- Jaramai Location in Uttar Pradesh, India
- Coordinates: 27°13′18″N 78°57′42″E﻿ / ﻿27.22161°N 78.96162°E
- Country: India
- State: Uttar Pradesh
- District: Mainpuri
- Tehsil: Mainpuri

Area
- • Total: 3.596 km^{2} (1.388 sq mi)

Population (2011)
- • Total: 2,593
- • Density: 721.1/km^{2} (1,868/sq mi)
- Time zone: UTC+5:30 (IST)

= Jaramai, Mainpuri =

Village in Uttar Pradesh, India

Jaramai, also written Jara Mai, is a village in Mainpuri block of Mainpuri district, Uttar Pradesh, India. As of 2011, it had a population of 2,593, in 442 households.

== Demographics ==
As of 2011, Jaramai had a population of 2,593, in 442 households. This population was 52.3% male (1,357) and 47.7% female (1,236). The 0-6 age group numbered 430 (225 male and 205 female), or 16.6% of the total population. 880 residents were members of Scheduled Castes, or 33.9% of the total.

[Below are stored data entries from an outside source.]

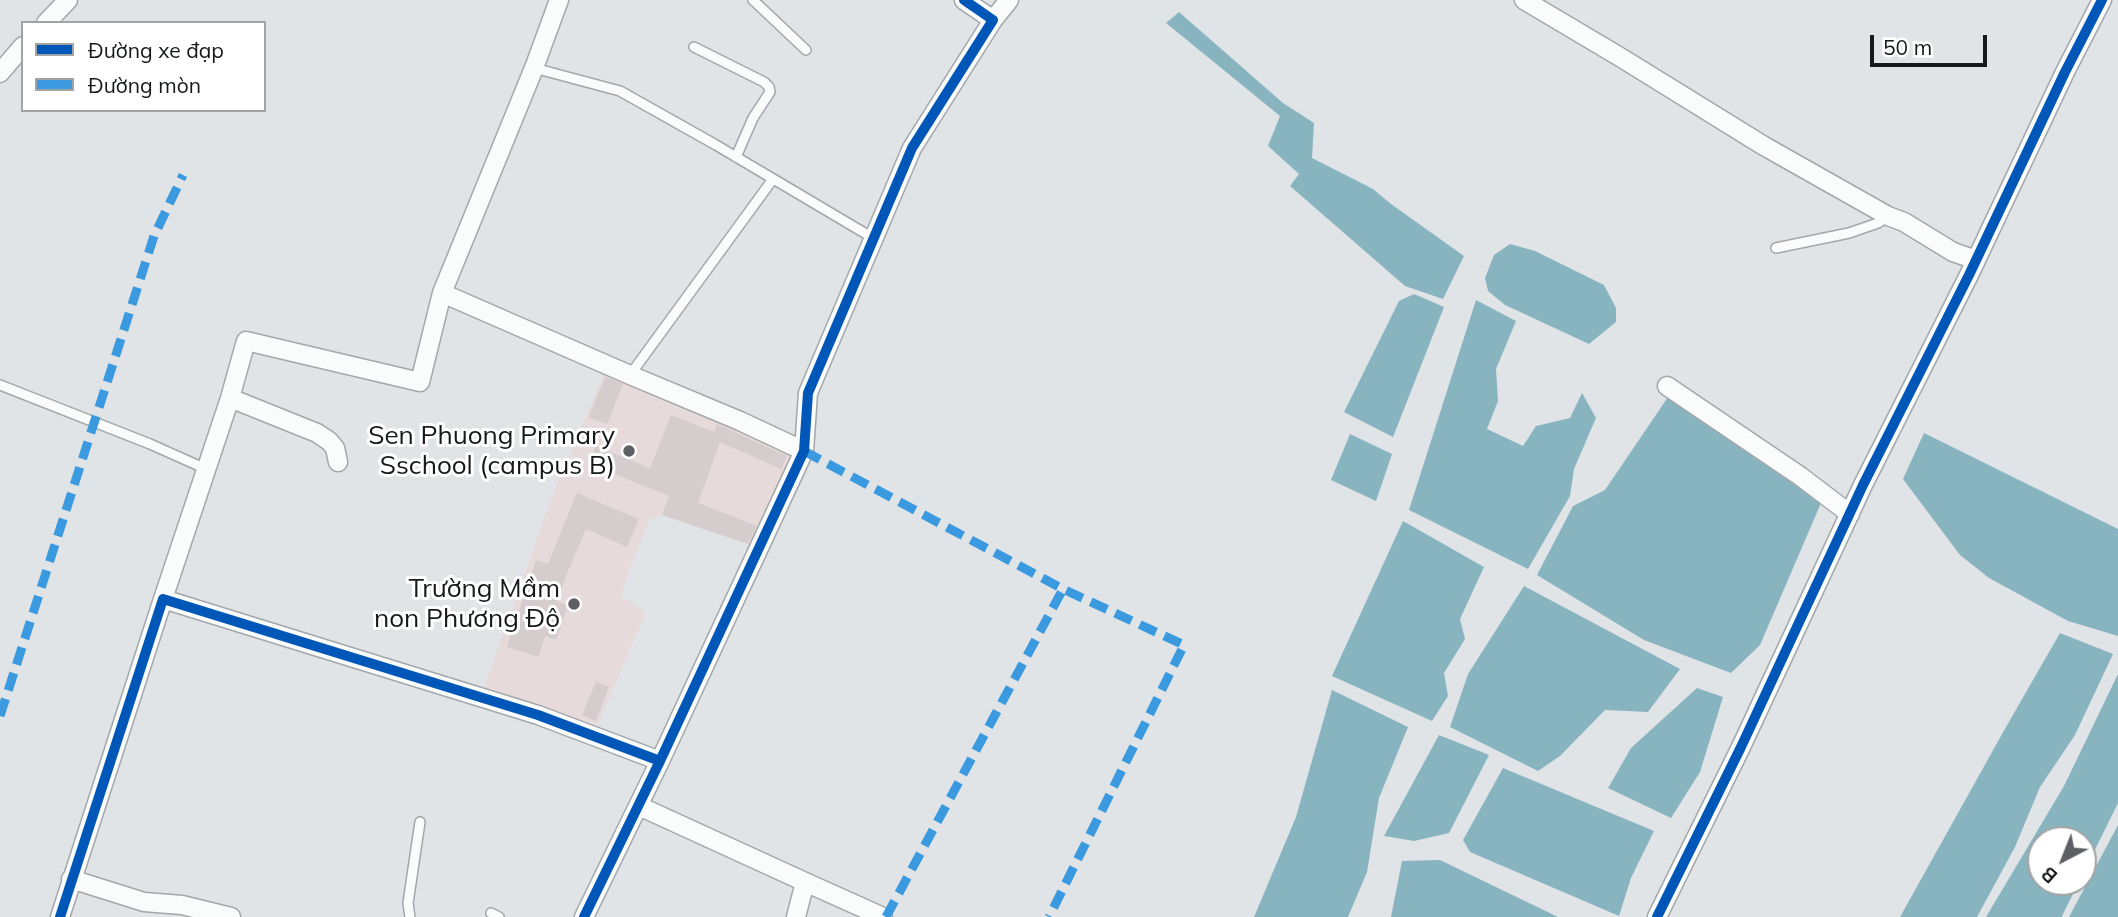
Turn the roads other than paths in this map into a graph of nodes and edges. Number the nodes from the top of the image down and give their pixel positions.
1 (68, 0) edge
2 (559, 0) edge
3 (753, 0) edge
4 (964, 0) edge
5 (1009, 0) edge
6 (1524, 0) edge
7 (2102, 0) edge
8 (993, 20) junction
9 (48, 21) edge
10 (694, 47) dead end
11 (21, 49) edge
12 (806, 50) dead end
13 (534, 68) junction
14 (0, 73) edge
15 (736, 157) junction
16 (773, 178) junction
17 (1888, 216) junction
18 (873, 238) junction
19 (1776, 248) dead end
20 (1976, 260) junction
21 (442, 293) junction
22 (630, 376) junction
23 (0, 385) edge
24 (1667, 386) dead end
25 (230, 398) junction
26 (804, 451) junction
27 (338, 462) dead end
28 (206, 469) junction
29 (1850, 514) junction
30 (163, 598) junction
31 (660, 761) junction
32 (639, 806) junction
33 (420, 822) dead end
34 (71, 879) junction
35 (805, 882) junction
36 (586, 916) edge
37 (60, 917) edge
38 (230, 917) edge
39 (410, 917) edge
40 (796, 917) edge
41 (883, 917) edge
42 (1657, 917) edge

1 - 9 street
2 - 13 street
3 - 12 lane
4 - 8 street
5 - 8 street
6 - 17 street
7 - 20 street
8 - 18 street
10 - 15 lane
11 - 14 street
13 - 15 lane
13 - 21 street
15 - 16 lane
16 - 18 lane
16 - 22 lane
17 - 19 lane
17 - 20 street
18 - 26 street
20 - 29 street
21 - 22 street
21 - 25 street
22 - 26 street
23 - 28 lane
24 - 29 street
25 - 27 street
25 - 28 street
26 - 31 street
28 - 30 street
29 - 42 street
30 - 31 street
30 - 34 street
31 - 32 street
32 - 35 street
32 - 36 street
33 - 39 lane
34 - 37 street
34 - 38 street
35 - 40 street
35 - 41 street

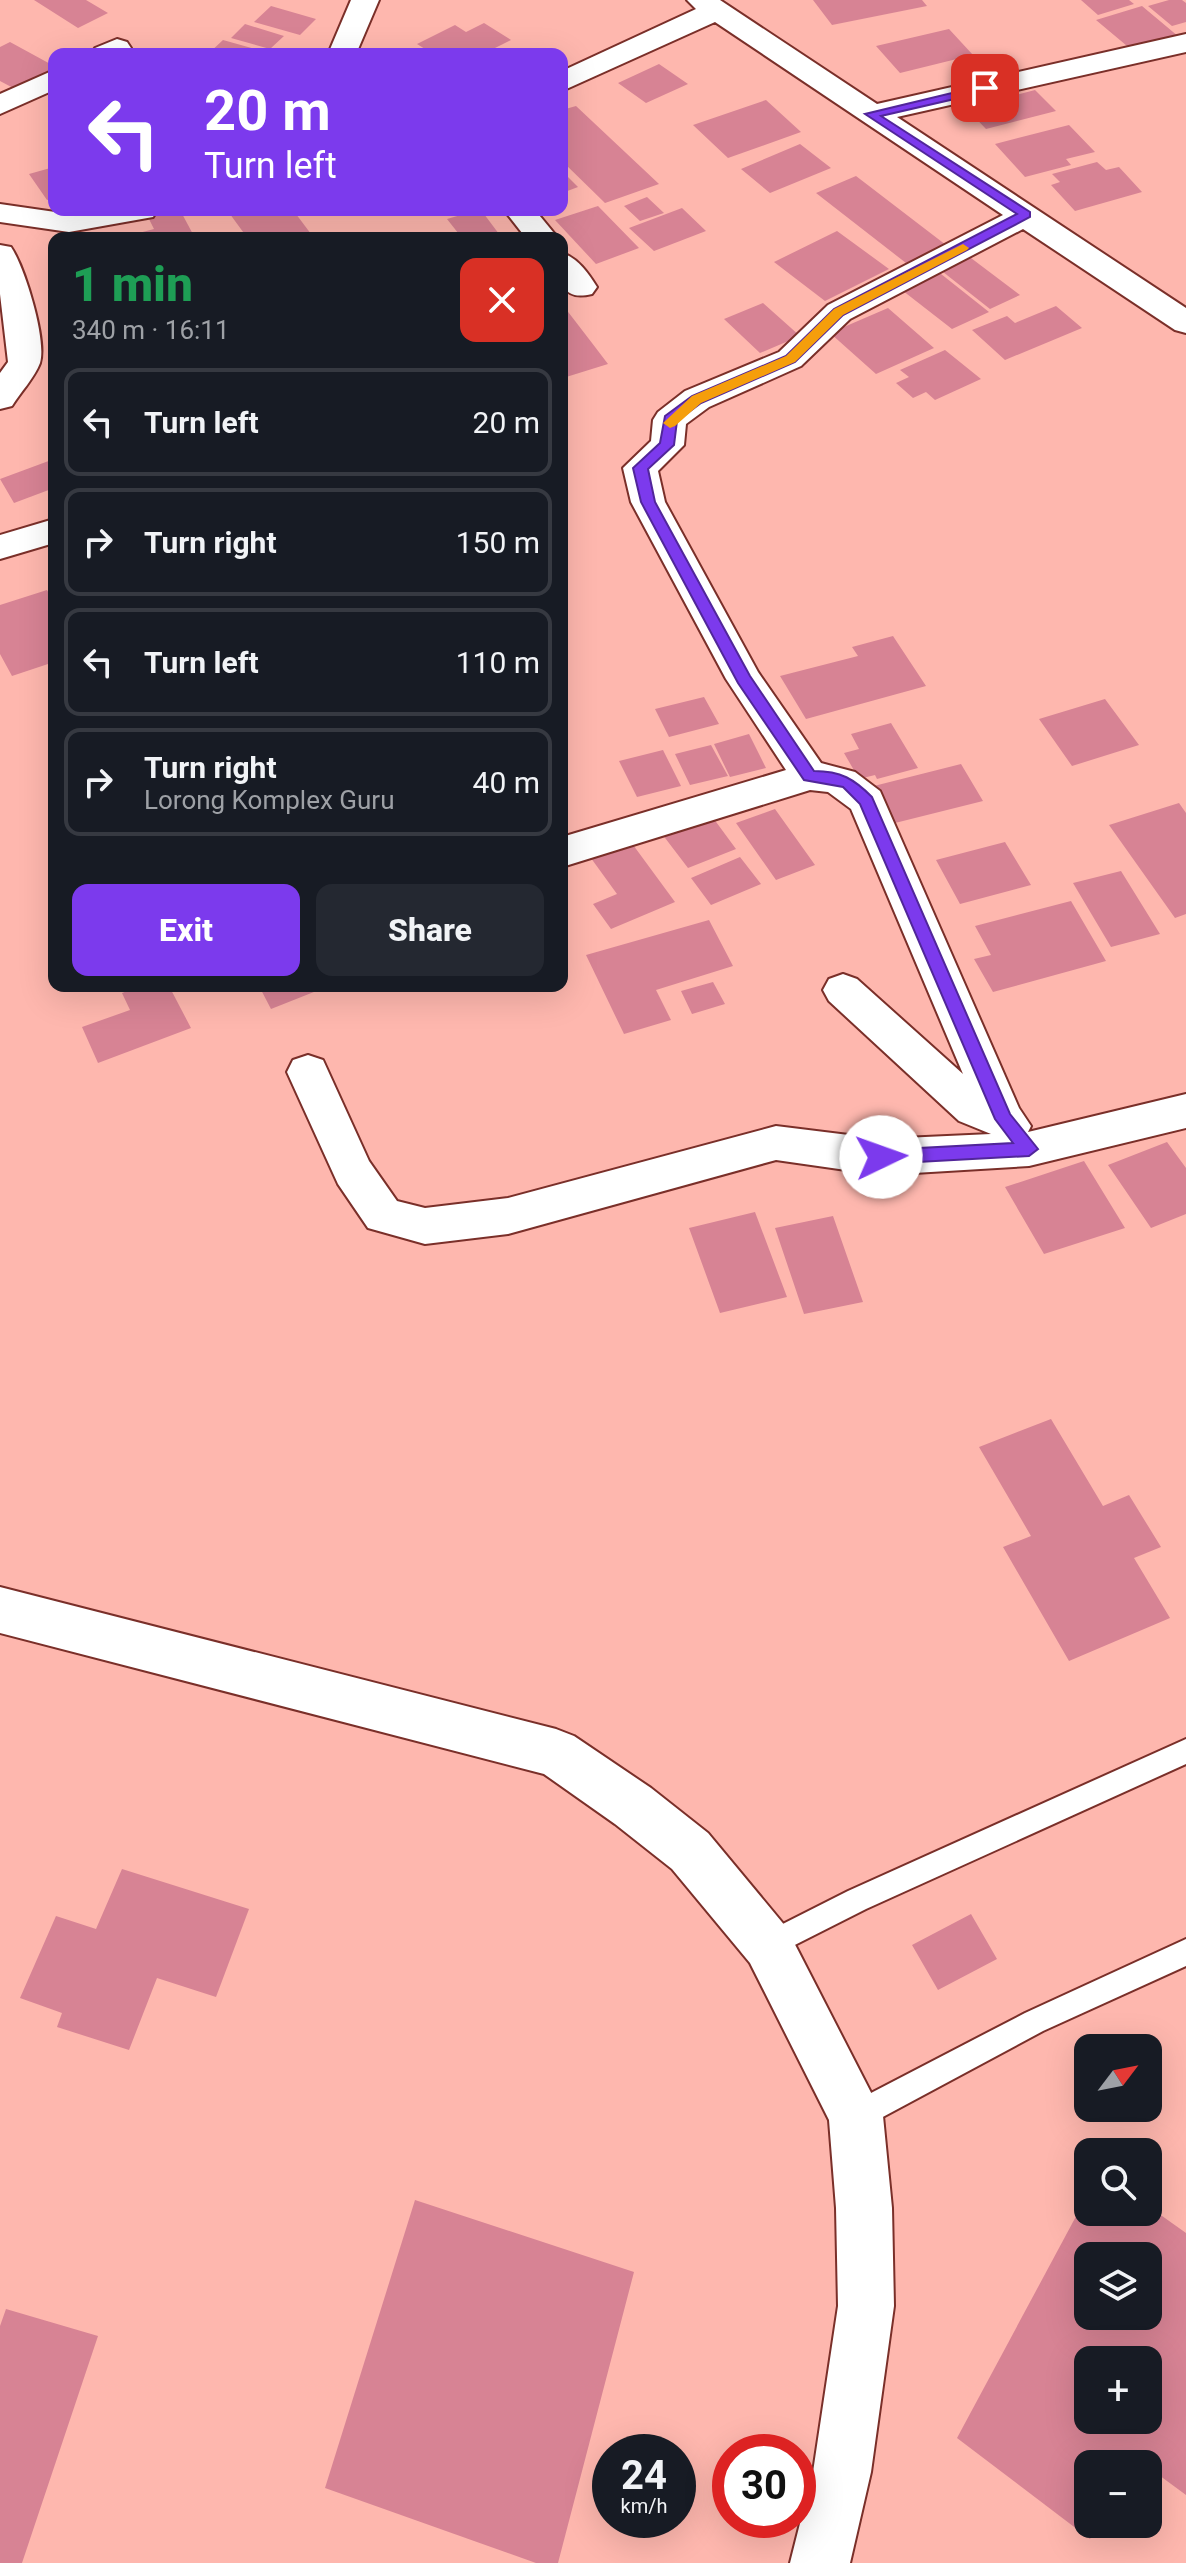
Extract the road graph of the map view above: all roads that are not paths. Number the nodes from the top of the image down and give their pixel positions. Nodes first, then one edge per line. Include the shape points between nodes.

The 1981 census recorded Jaramai as having a population of 1,127 people, in 183 households.

The 1961 census recorded Jaramai as comprising 4 hamlets, with a total population of 755 people (405 male and 350 female), in 133 households and 115 physical houses. The area of the village was given as 891 acres.

== Infrastructure ==
As of 2011, Jaramai had 2 primary schools; it did not have any healthcare facilities. Drinking water was provided by well, hand pump, and tube well/borehole; there were no public toilets. The village had a post office and public library, as well as at least some access to electricity for residential and agricultural purposes. Streets were made of both kachcha and pakka materials.